Ever since EveryDNS was acquired by DynDNS I feel it left a void for a free DNS service. Does anyone else since this void? I may create a free DNS service to fill it. Thoughts, suggestions and feature requests would be greatly appreciated!
======
brandoncordell
<http://dnsimple.com>

It's not free, but it's only like $3/mo. You get 1 month free, and with every
referral you get a free month. It's by far the best and easiest dns service
out there. It was a side project of an HN'er as well. He did a fantastic job
with the service.

Makes DNS easy. When I wanted to set up google account stuff (mail, notes,
docs, etc). I just clicked on the domain edit, clicked edit (or something
along that verbiage) and chose it from the list. Also used that to set up my A
record pointing my personal domain to my username.github.com site.

------
pardner
We are extremely happy with Zerigo. Great UX, with things like import/export
of records, and ready-to-go snippets for email hosted at Godaddy etc and
Heroku-hosted domains. They have a free plan (3 domains, 50k queries/mo).
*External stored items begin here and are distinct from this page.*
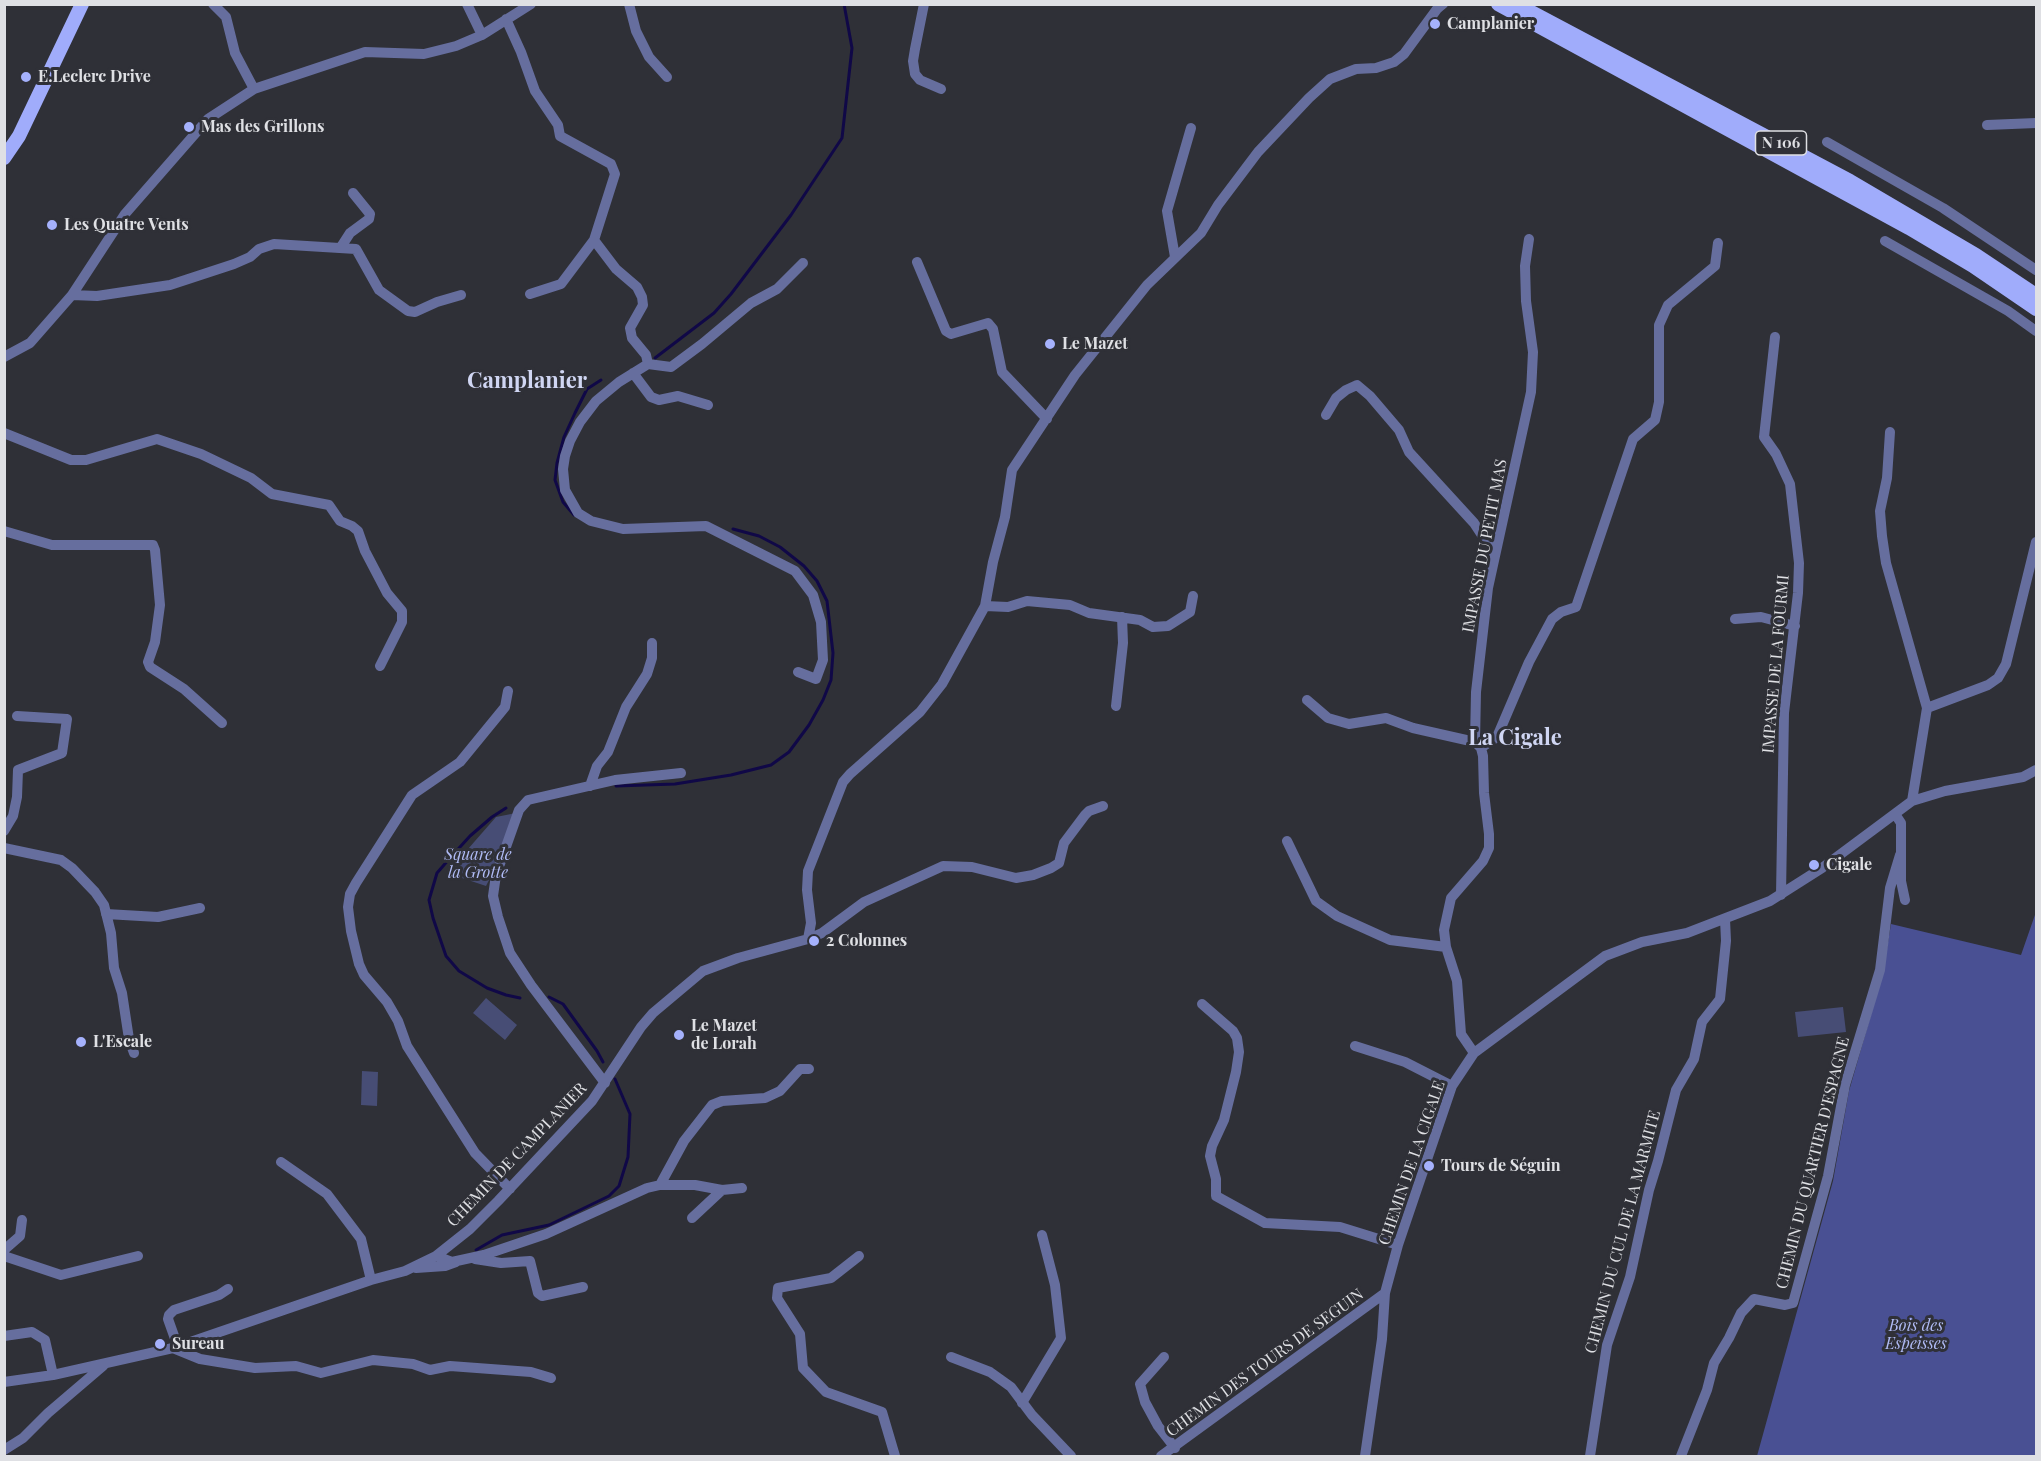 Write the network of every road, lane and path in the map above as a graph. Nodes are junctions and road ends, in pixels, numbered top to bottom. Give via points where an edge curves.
1 (82, 4) edge
2 (213, 4) edge
3 (467, 4) edge
4 (531, 4) edge
5 (629, 4) edge
6 (924, 4) edge
7 (1498, 4) edge
8 (1518, 4) edge
9 (1439, 6) edge
10 (506, 19) junction
11 (482, 35) junction
12 (667, 77) dead end
13 (254, 89) junction
14 (941, 89) dead end
15 (2037, 123) edge
16 (1987, 125) dead end
17 (1191, 128) dead end
18 (1827, 142) dead end
19 (4, 158) edge
20 (353, 193) dead end
21 (1529, 239) dead end
22 (594, 240) junction
23 (1885, 241) dead end
24 (1718, 243) dead end
25 (341, 247) junction
26 (1175, 258) junction
27 (917, 262) dead end
28 (803, 263) dead end
29 (2037, 270) edge
30 (530, 294) dead end
31 (72, 295) junction
32 (460, 295) dead end
33 (2037, 295) edge
34 (2037, 309) edge
35 (2037, 332) edge
36 (1776, 337) dead end
37 (4, 357) edge
38 (647, 359) junction
39 (633, 373) junction
40 (708, 405) dead end
41 (1326, 415) dead end
42 (1047, 418) junction
43 (1890, 432) dead end
44 (4, 433) edge
45 (4, 531) edge
46 (2037, 542) edge
47 (1495, 555) junction
48 (1193, 596) dead end
49 (985, 606) junction
50 (1122, 617) junction
51 (1735, 619) dead end
52 (1795, 626) junction
53 (652, 643) dead end
54 (380, 666) dead end
55 (798, 672) dead end
56 (508, 691) dead end
57 (1307, 700) dead end
58 (1116, 706) dead end
59 (1927, 708) junction
60 (17, 716) dead end
61 (222, 723) dead end
62 (1478, 745) junction
63 (2037, 770) edge
64 (681, 773) dead end
65 (590, 786) junction
66 (1912, 801) junction
67 (1103, 806) dead end
68 (1895, 814) junction
69 (4, 831) edge
70 (1287, 841) dead end
71 (4, 848) edge
72 (1900, 855) junction
73 (1781, 894) junction
74 (1905, 900) dead end
75 (200, 908) dead end
76 (106, 914) junction
77 (1725, 919) junction
78 (808, 939) junction
79 (1446, 947) junction
80 (1202, 1004) dead end
81 (1355, 1046) dead end
82 (134, 1053) dead end
83 (1474, 1053) junction
84 (809, 1069) dead end
85 (605, 1083) junction
86 (1452, 1086) junction
87 (281, 1162) dead end
88 (660, 1185) junction
89 (742, 1188) dead end
90 (510, 1189) junction
91 (722, 1190) junction
92 (692, 1218) dead end
93 (22, 1220) dead end
94 (1042, 1234) dead end
95 (1398, 1245) junction
96 (448, 1248) junction
97 (4, 1250) edge
98 (4, 1256) edge
99 (138, 1256) dead end
100 (436, 1256) junction
101 (859, 1256) dead end
102 (464, 1259) junction
103 (414, 1268) junction
104 (371, 1280) junction
105 (583, 1287) dead end
106 (228, 1289) dead end
107 (1385, 1293) junction
108 (4, 1335) edge
109 (176, 1348) junction
110 (951, 1357) dead end
111 (1164, 1357) dead end
112 (106, 1364) junction
113 (53, 1374) junction
114 (551, 1378) dead end
115 (4, 1382) edge
116 (1022, 1403) junction
117 (1175, 1448) junction
118 (4, 1450) edge
119 (895, 1456) edge
120 (1071, 1456) edge
121 (1161, 1456) edge
122 (1365, 1456) edge
123 (1590, 1456) edge
124 (1681, 1456) edge

1 - 19 main road via 19,136
2 - 13 street via 226,17 235,53
3 - 11 street
4 - 10 street
5 - 12 street via 649,57
6 - 14 street via 915,49 915,75
7 - 34 main road, N 106 via 1890,217
8 - 33 main road, N 106 via 1861,187
9 - 26 street via 1394,62 1330,79 1309,98 1258,152 1201,233
10 - 11 street
10 - 22 street via 535,92 558,125 560,136 611,164 615,174
11 - 13 street via 424,54 365,52
13 - 31 street via 208,119 125,214
15 - 16 street
17 - 26 street via 1167,211
18 - 29 street via 1943,208
20 - 25 street via 370,214 369,219
21 - 47 street, IMPASSE DU PETIT MAS via 1524,266 1533,380
22 - 30 street via 561,284
22 - 38 street via 642,297 643,305 630,328 632,338
23 - 35 street via 2008,311
24 - 62 street via 1715,266 1668,305 1659,325 1659,402 1654,420 1633,439 1576,607 1552,619 1528,662 1497,737
25 - 31 street via 274,244 234,264 170,285 97,297
25 - 32 street via 356,249 379,290 408,311 416,312
26 - 42 street via 1147,285 1075,375
27 - 42 street via 946,331 951,334 988,323 993,329 1002,372
28 - 38 street via 777,289 751,303 671,366
31 - 37 street via 30,343
36 - 52 street, IMPASSE DE LA FOURMI via 1764,437 1790,484 1799,563
38 - 39 street
39 - 40 street via 651,397 659,400 678,396
39 - 55 street via 596,400 570,441 563,469 565,490 571,502 578,513 591,521 623,529 706,526 795,571 816,604 824,660 816,680
41 - 47 street via 1336,399 1357,385 1399,430 1409,452 1474,523
42 - 49 street via 1012,470
43 - 59 street via 1880,511 1882,536
44 - 54 street via 71,460 86,460 157,439 201,454 251,478 272,494 329,505 339,524 358,531 387,593 402,611 402,622
45 - 61 street via 52,545 153,545 160,605 148,662
46 - 59 street via 2006,664 1998,678 1988,686
47 - 62 street, IMPASSE DU PETIT MAS via 1478,668
48 - 50 street via 1190,612 1168,626 1154,627
49 - 50 street via 1008,608 1027,601 1070,605 1089,613
49 - 78 street via 942,684 920,712 843,783 808,871 812,923
50 - 58 street
51 - 52 street via 1761,618
52 - 73 street, IMPASSE DE LA FOURMI via 1784,713
53 - 65 street via 647,674 626,707
56 - 90 street via 505,706 460,762 412,795 350,894 348,907 364,975 392,1008 407,1046 475,1154
57 - 62 street via 1328,718 1349,724 1386,718
59 - 66 street
60 - 69 street via 67,719 62,753 18,770 13,816
62 - 79 street, IMPASSE DU PETIT MAS via 1483,756 1489,848 1483,861 1451,898 1444,930
63 - 66 street, CHEMIN DE LA CIGALE via 2023,777
64 - 65 street
65 - 85 street via 528,800 522,805 496,875 494,896 510,953
66 - 68 street, CHEMIN DE LA CIGALE
67 - 78 street, CHEMIN DE CAMPLANIER via 1085,815 1064,843 1059,863 1051,868 1016,878 972,867 943,866 864,902
68 - 72 street via 1901,823
68 - 73 street, CHEMIN DE LA CIGALE
70 - 79 street via 1316,901 1337,916 1390,940
71 - 76 street via 61,860 72,867 95,892
72 - 74 street
72 - 124 street, CHEMIN DU QUARTIER D'ESPAGNE via 1890,888 1880,970 1845,1085 1828,1176 1793,1303 1754,1299 1740,1314 1714,1363
73 - 77 street, CHEMIN DE LA CIGALE
75 - 76 street via 158,917
76 - 82 street
77 - 83 street, CHEMIN DE LA CIGALE via 1605,956
77 - 123 street, CHEMIN DU CUL DE LA MARMITE via 1720,999 1702,1022 1694,1059 1676,1090 1630,1277 1607,1345
78 - 85 street, CHEMIN DE CAMPLANIER via 703,971 653,1013
79 - 83 street, IMPASSE DU PETIT MAS via 1457,981 1461,1034
80 - 95 street via 1233,1031 1239,1052 1224,1120 1210,1156 1216,1196 1265,1223 1340,1227
81 - 86 street via 1405,1062
83 - 86 street, CHEMIN DE LA CIGALE
84 - 88 street via 800,1069 780,1091 765,1098 712,1105 684,1141
85 - 90 street, CHEMIN DE CAMPLANIER
86 - 95 street, CHEMIN DE LA CIGALE
87 - 104 street via 334,1203 361,1239
88 - 91 street
88 - 102 street via 546,1234
89 - 91 street
90 - 96 street, CHEMIN DE CAMPLANIER
91 - 92 street
93 - 97 street via 20,1236
94 - 116 street via 1055,1286 1061,1338
95 - 107 street, CHEMIN DE LA CIGALE
96 - 100 street, CHEMIN DE CAMPLANIER
96 - 102 street
98 - 99 street via 61,1275
100 - 102 street via 453,1262
100 - 103 street, CHEMIN DE CAMPLANIER
101 - 119 street via 831,1278 778,1288 777,1298 800,1334 803,1368 826,1392 882,1412
102 - 103 street via 446,1266
102 - 105 street via 530,1261 542,1296
103 - 104 street, CHEMIN DE CAMPLANIER
104 - 109 street, CHEMIN DE CAMPLANIER
106 - 109 street via 169,1315
107 - 117 street, CHEMIN DES TOURS DE SEGUIN
107 - 122 street, CHEMIN DE LA CIGALE
108 - 113 street via 32,1332 45,1340
109 - 112 street, CHEMIN DE CAMPLANIER
109 - 114 street via 200,1359 255,1368 296,1366 321,1373 374,1360 430,1370 450,1366 531,1372
110 - 116 street via 990,1372 1011,1387
111 - 117 street via 1140,1384 1158,1426
112 - 113 street
112 - 118 street, CHEMIN DE CAMPLANIER via 23,1438
113 - 115 street
116 - 120 street
117 - 121 street, CHEMIN DES TOURS DE SEGUIN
IMO
their $19/year (20 domains, 1M queries/mo) and $39/year plan (45 domains, 2M
queries/mo) are "pretty close" to free.

------
andrewhillman
I use <http://freedns.afraid.org>. It's a great service.

------
wegwerf
I have no firsthand experience but 1984.is run a free DNS that I have heard
mentioned a few times.

<http://1984hosting.com> will take you to their English site (although the
What is FreeDNS? page is in Icelandic).

------
aq11
<http://www.namecheap.com/products/freedns.aspx>

Not ideal, but not terrible either.

------
scas
Hurricane Electric offers free DNS, <http://dns.he.net>

------
OJ
I'm a huge fan of <http://pointhq.com/>